Two years after the water accident, between August 2009 and May 2010 SPTs (SPT 2 years) were performed in 139 children from Nokia (73 male), of whom 93 developed gastroenteritis at the time of the accident, and 129 from Kangasala (77 male), two of them with a history of a gastroenteritis between the accident and the end of 2007. The mean age at the time of the SPT 2 years was 40.07 months (SD 10.91) and 40.10 months (SD 10.54) in children from Nokia and Kangasala, respectively. The ISAAC questionnaire was answered at 2 years (ISAAC 2 years) by 130 of the 139 families of Nokia children and 128 of the 129 Kangasala children. Based on the clinical consequences of the exposure, the children from Nokia were divided into two subgroups, those who developed (N = 93) and those who did not develop (N = 46) gastroenteritis when exposed to sewage water.
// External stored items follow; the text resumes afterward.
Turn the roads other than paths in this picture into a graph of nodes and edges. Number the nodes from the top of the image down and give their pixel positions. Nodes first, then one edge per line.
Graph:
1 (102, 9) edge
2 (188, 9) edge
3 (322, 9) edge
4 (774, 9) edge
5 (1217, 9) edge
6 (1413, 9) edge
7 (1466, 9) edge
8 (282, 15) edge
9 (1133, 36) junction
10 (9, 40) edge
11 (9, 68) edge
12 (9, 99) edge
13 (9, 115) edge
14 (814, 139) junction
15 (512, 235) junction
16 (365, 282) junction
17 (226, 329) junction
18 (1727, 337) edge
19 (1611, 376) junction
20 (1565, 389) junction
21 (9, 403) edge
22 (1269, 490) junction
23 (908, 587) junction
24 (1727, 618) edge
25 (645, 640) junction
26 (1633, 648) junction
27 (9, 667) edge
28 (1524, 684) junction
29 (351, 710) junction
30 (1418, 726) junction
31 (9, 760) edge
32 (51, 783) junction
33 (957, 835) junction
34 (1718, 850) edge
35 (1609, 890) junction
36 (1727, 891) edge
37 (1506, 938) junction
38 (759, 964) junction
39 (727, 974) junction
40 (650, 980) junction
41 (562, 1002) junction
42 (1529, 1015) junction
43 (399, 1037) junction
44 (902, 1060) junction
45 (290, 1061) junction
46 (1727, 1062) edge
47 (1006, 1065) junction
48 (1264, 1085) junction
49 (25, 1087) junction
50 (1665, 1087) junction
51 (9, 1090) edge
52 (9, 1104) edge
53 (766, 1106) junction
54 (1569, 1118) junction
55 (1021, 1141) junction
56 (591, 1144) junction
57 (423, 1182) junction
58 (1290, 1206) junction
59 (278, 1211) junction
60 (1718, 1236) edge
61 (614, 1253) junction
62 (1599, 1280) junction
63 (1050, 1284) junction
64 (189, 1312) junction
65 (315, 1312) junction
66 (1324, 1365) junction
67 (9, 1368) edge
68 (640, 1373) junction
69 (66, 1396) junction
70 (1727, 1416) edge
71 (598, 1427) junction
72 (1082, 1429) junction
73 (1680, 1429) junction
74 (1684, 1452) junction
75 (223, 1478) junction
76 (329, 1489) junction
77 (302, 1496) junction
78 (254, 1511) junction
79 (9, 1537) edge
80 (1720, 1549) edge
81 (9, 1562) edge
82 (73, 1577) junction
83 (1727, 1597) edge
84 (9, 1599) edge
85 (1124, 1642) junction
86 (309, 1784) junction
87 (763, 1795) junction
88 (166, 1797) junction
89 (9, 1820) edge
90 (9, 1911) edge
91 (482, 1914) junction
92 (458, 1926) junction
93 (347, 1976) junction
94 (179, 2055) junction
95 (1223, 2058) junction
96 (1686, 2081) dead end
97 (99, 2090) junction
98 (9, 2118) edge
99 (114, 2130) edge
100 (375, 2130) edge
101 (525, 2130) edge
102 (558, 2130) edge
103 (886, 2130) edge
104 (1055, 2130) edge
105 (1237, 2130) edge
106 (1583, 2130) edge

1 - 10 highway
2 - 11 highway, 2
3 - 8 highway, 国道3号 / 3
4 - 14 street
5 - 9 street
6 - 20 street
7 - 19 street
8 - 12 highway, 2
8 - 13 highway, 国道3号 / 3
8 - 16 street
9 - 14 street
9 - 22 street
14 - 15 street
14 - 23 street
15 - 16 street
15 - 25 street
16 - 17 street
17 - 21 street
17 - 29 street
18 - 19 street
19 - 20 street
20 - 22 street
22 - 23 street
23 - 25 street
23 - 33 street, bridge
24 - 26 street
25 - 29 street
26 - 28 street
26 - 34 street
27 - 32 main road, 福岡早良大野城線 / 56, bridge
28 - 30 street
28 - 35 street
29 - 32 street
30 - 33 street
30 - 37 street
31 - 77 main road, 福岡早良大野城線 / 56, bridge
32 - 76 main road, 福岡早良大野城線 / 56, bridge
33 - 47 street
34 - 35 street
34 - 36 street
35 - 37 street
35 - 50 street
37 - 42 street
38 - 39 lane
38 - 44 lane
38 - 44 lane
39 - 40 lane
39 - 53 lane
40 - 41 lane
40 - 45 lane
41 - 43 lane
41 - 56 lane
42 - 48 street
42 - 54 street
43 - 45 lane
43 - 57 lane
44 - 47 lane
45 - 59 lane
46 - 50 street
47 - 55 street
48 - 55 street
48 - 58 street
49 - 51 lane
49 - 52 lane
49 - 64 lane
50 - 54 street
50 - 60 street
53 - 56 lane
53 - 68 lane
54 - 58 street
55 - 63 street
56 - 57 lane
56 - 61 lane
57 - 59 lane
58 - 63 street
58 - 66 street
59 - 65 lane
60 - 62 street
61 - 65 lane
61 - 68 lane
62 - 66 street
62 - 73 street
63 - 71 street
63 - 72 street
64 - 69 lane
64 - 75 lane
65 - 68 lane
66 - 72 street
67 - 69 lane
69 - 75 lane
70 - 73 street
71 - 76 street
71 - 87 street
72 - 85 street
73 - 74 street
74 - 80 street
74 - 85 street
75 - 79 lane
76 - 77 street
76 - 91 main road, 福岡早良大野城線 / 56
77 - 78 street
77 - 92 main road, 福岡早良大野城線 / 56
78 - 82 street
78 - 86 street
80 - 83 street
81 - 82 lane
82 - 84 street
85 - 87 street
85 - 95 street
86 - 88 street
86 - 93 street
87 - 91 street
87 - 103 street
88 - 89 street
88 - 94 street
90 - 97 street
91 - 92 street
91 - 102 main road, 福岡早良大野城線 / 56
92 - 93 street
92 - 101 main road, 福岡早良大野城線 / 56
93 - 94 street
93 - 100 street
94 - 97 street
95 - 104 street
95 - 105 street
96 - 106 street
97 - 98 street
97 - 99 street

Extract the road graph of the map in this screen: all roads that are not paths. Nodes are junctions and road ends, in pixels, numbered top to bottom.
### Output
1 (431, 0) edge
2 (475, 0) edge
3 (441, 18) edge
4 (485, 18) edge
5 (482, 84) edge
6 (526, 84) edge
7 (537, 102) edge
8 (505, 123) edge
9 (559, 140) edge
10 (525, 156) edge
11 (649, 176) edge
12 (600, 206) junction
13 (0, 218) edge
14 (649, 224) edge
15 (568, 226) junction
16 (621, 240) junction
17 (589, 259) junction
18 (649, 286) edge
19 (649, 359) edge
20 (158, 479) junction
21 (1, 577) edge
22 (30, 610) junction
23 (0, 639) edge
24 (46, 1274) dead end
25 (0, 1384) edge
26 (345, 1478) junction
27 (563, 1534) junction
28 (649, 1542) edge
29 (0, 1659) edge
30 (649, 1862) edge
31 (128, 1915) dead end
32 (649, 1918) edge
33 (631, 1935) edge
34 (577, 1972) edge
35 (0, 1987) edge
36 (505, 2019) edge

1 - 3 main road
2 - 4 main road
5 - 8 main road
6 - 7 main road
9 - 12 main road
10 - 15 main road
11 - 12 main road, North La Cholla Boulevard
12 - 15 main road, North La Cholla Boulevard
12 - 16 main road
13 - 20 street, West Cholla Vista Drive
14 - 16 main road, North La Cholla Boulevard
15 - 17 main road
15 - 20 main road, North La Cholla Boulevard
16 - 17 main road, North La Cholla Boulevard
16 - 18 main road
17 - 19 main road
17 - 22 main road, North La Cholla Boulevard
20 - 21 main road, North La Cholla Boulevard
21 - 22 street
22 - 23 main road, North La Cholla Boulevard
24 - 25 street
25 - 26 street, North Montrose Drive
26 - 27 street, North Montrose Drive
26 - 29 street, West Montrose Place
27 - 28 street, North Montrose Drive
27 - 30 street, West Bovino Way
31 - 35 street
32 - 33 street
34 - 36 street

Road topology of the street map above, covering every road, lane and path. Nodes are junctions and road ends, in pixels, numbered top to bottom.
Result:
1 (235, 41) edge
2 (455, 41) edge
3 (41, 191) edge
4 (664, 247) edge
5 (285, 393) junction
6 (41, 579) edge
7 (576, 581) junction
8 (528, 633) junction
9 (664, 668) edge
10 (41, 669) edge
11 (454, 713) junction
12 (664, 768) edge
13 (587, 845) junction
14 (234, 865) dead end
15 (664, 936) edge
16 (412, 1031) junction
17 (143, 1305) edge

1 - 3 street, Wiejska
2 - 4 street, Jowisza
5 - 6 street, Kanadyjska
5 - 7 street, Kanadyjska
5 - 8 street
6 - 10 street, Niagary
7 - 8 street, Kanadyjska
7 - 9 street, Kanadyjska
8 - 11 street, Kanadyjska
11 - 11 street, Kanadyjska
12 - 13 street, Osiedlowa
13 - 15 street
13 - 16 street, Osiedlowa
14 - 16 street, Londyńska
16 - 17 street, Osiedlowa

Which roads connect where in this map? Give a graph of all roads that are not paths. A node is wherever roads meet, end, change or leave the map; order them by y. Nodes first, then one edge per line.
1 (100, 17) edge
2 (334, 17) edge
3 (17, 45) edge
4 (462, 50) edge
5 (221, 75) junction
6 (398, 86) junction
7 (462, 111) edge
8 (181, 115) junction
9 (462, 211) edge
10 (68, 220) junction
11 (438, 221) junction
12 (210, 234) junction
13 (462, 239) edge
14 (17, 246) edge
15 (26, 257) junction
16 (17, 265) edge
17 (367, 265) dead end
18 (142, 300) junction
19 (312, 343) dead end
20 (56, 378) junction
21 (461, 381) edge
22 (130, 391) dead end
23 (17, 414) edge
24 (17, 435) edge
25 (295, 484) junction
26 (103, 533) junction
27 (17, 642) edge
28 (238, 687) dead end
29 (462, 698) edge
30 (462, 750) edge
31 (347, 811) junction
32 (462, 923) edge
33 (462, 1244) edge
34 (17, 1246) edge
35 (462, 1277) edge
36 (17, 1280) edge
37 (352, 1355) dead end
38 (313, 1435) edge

Follow‐up SPTs were performed between January and May 2013 (SPT 5 years), on average 63 months after the water accident, and the families also filled in the ISAAC questionnaire (ISAAC 5 years) on the allergic symptoms. 108 children from Nokia (57 male, mean age 78.81 months, SD 10.09) were tested, 71 of them with the history of gastroenteritis. Ninety‐seven children from Kangasala (56 male, mean age 79.59 months, SD 10.09) were tested, two of them with the history of gastroenteritis. The drop‐out rate was 23%, but it did not cause any bias between the study groups at 5 years of follow‐up; the mean age at the time of the water accident was 16.35 months in Nokia and 15.40 months in Kangasala. Eight Nokia and 10 Kangasala children with positive SPTs at 2 years dropped out.
The SPTs were performed using the following allergens: birch, timothy, and egg white (Allergopharma, Germany); wheat (Allergy Centre of the Tampere University Hospital); cow milk, dog, cat, and control solution (ALK‐Abello, Spain); and gliadin and histamine as the positive control (Pharmacy of the Pirkanmaa Hospital District). The allergens were blinded both from the families and from the professionals. SPT was considered positive when the diameter of the reaction wheal to the allergen was 3 mm or more and at least half of that for histamine.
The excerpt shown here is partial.